PROMPT:
All entries below are to be reproduced exactly.

================================

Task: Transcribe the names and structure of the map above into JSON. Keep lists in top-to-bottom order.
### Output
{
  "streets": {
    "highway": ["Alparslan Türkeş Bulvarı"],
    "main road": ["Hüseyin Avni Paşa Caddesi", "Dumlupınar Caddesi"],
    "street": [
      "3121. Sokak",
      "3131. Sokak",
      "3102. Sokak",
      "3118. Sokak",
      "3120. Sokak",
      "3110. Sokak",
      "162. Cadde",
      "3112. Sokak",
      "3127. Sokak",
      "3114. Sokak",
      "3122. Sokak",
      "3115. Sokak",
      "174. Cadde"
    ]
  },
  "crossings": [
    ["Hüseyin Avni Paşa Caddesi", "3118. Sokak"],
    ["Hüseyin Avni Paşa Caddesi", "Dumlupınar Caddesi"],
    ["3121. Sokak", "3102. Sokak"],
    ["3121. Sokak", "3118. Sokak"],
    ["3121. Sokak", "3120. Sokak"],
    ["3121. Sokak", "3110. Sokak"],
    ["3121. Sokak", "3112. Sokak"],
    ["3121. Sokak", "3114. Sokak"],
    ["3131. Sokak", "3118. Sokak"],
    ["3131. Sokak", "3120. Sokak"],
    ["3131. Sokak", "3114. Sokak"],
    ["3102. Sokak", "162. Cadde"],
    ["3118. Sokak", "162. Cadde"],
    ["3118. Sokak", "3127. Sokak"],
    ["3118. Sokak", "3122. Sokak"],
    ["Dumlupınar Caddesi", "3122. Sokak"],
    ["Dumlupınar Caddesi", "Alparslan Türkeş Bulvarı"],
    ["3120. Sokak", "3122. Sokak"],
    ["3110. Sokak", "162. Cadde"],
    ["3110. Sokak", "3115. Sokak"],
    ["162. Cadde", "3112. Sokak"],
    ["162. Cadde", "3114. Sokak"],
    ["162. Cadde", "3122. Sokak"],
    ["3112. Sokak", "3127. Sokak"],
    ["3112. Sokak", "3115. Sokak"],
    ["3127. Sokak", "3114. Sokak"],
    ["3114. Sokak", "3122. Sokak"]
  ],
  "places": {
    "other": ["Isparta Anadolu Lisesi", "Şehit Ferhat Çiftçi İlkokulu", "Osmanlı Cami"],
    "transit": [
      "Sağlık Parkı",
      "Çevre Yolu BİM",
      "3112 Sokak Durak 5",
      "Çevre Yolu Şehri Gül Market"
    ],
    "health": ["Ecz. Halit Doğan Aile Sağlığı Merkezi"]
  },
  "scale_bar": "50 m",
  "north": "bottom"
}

================================

SOLUTION TO THIS EXERCISE:
Task: Transcribe the names and structure of the map above into JSON. Keep lists in top-to-bottom order.
### Output
{
  "streets": {
    "highway": ["Alparslan Türkeş Bulvarı"],
    "main road": ["Hüseyin Avni Paşa Caddesi", "Dumlupınar Caddesi"],
    "street": [
      "3121. Sokak",
      "3131. Sokak",
      "3102. Sokak",
      "3118. Sokak",
      "3120. Sokak",
      "3110. Sokak",
      "162. Cadde",
      "3112. Sokak",
      "3127. Sokak",
      "3114. Sokak",
      "3122. Sokak",
      "3115. Sokak",
      "174. Cadde"
    ]
  },
  "crossings": [
    ["Hüseyin Avni Paşa Caddesi", "3118. Sokak"],
    ["Hüseyin Avni Paşa Caddesi", "Dumlupınar Caddesi"],
    ["3121. Sokak", "3102. Sokak"],
    ["3121. Sokak", "3118. Sokak"],
    ["3121. Sokak", "3120. Sokak"],
    ["3121. Sokak", "3110. Sokak"],
    ["3121. Sokak", "3112. Sokak"],
    ["3121. Sokak", "3114. Sokak"],
    ["3131. Sokak", "3118. Sokak"],
    ["3131. Sokak", "3120. Sokak"],
    ["3131. Sokak", "3114. Sokak"],
    ["3102. Sokak", "162. Cadde"],
    ["3118. Sokak", "162. Cadde"],
    ["3118. Sokak", "3127. Sokak"],
    ["3118. Sokak", "3122. Sokak"],
    ["Dumlupınar Caddesi", "3122. Sokak"],
    ["Dumlupınar Caddesi", "Alparslan Türkeş Bulvarı"],
    ["3120. Sokak", "3122. Sokak"],
    ["3110. Sokak", "162. Cadde"],
    ["3110. Sokak", "3115. Sokak"],
    ["162. Cadde", "3112. Sokak"],
    ["162. Cadde", "3114. Sokak"],
    ["162. Cadde", "3122. Sokak"],
    ["3112. Sokak", "3127. Sokak"],
    ["3112. Sokak", "3115. Sokak"],
    ["3127. Sokak", "3114. Sokak"],
    ["3114. Sokak", "3122. Sokak"]
  ],
  "places": {
    "other": ["Isparta Anadolu Lisesi", "Şehit Ferhat Çiftçi İlkokulu", "Osmanlı Cami"],
    "transit": [
      "Sağlık Parkı",
      "Çevre Yolu BİM",
      "3112 Sokak Durak 5",
      "Çevre Yolu Şehri Gül Market"
    ],
    "health": ["Ecz. Halit Doğan Aile Sağlığı Merkezi"]
  },
  "scale_bar": "50 m",
  "north": "bottom"
}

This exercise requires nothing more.